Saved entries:

↓

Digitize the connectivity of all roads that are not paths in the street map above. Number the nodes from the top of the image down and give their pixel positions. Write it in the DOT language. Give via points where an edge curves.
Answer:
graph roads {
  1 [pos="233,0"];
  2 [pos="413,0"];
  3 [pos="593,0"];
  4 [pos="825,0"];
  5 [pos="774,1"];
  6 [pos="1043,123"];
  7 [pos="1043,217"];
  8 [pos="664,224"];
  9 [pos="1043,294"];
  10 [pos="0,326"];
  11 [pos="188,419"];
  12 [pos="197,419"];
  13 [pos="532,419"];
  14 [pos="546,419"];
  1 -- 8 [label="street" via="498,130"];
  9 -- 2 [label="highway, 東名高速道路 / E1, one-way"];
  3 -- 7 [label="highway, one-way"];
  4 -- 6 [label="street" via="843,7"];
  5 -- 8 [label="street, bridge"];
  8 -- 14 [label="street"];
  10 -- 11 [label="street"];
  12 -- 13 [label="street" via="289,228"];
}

↑

## What you have to do
The records above must be retyped in full, exactly as written.

## Reply to the task
Digitize the connectivity of all roads that are not paths in the street map above. Number the nodes from the top of the image down and give their pixel positions. Write it in the DOT language. Give via points where an edge curves.
Answer:
graph roads {
  1 [pos="233,0"];
  2 [pos="413,0"];
  3 [pos="593,0"];
  4 [pos="825,0"];
  5 [pos="774,1"];
  6 [pos="1043,123"];
  7 [pos="1043,217"];
  8 [pos="664,224"];
  9 [pos="1043,294"];
  10 [pos="0,326"];
  11 [pos="188,419"];
  12 [pos="197,419"];
  13 [pos="532,419"];
  14 [pos="546,419"];
  1 -- 8 [label="street" via="498,130"];
  9 -- 2 [label="highway, 東名高速道路 / E1, one-way"];
  3 -- 7 [label="highway, one-way"];
  4 -- 6 [label="street" via="843,7"];
  5 -- 8 [label="street, bridge"];
  8 -- 14 [label="street"];
  10 -- 11 [label="street"];
  12 -- 13 [label="street" via="289,228"];
}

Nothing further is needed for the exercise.